在该案例中,网络安全审计系统能够通过实时镜像捕获通过各交换机的网络流量和网络行为进行高强度监控,利用计算机辅助审计技术更快速、更有效地对电子化的经济信息进行抽样、检查、核对、分析、比较和计算,有效地提高审计效率、扩大审查范围、提高审计质量,避免安全事故的发生,有效满足ERP系统对审计的挑战。
据介绍,网络安全审计系统提供设计一套完善的审计报告输出机制,审计报告多达上百种,包括符合SOX法案的专业报表,还可以根据用户需求定制审计报告。
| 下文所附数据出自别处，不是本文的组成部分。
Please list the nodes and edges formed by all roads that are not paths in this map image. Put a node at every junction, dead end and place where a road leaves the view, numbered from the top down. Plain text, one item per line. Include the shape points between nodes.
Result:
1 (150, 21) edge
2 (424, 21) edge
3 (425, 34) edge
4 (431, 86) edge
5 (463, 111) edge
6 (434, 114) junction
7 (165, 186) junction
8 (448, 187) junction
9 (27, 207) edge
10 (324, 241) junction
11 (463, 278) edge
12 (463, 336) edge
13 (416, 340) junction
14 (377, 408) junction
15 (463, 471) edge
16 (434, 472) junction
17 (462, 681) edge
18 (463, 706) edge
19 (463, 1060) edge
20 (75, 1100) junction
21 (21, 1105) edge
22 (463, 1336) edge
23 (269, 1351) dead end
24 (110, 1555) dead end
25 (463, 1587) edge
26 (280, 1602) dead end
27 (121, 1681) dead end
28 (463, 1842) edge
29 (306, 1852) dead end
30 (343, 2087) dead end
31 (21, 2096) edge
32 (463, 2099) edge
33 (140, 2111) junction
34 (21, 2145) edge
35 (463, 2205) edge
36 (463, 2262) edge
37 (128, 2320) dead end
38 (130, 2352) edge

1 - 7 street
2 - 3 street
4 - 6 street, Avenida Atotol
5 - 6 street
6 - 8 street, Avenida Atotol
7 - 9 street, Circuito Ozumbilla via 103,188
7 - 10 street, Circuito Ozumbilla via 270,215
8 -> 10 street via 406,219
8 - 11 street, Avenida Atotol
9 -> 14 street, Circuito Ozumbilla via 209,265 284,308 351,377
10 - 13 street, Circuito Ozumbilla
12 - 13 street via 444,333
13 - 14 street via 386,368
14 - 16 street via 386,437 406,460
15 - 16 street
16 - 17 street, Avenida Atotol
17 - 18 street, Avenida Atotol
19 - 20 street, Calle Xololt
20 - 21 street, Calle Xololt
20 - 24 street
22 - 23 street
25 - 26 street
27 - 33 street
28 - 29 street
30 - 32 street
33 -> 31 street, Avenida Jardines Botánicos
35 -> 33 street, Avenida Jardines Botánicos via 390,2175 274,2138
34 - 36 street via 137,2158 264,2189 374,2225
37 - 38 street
一方面将海量的日志信息通过多种有效、快捷的手段精确定位用户关注的审计结果,另一方面以美观、多样的呈现方式从各个角度直观展现业务系统的全局运行状况,为用户的IT内控治理提供多样化的分析数据。
从网络架构来看,重庆钢铁集团ERP系统涉及一个总厂和六个分厂,在总厂和六个分厂均配置有本次项目需要审计的Oracle数据库和应用服务器。根据自身的这种网络和系统架构,重庆钢铁集团结合启明星辰在大企业实施内控审计项目的相关经验,在总厂和六个分厂的骨干交换机处总共部署天?审计引擎7台,通过实时对经过各交换机的网络流量和网络行为进行高强度监控,能够有效规范内部工作人员对企业ERP系统重要资源的维护与访问行为,避免安全事故的发生。同时,通过总厂的审计管理控制中心,工作人员可以实时监控每个分厂的网络运行状况,实时对审计策略进行调整,以防护关键数据的完整性、减少物料浪费、提高运营效率、降低经营成本。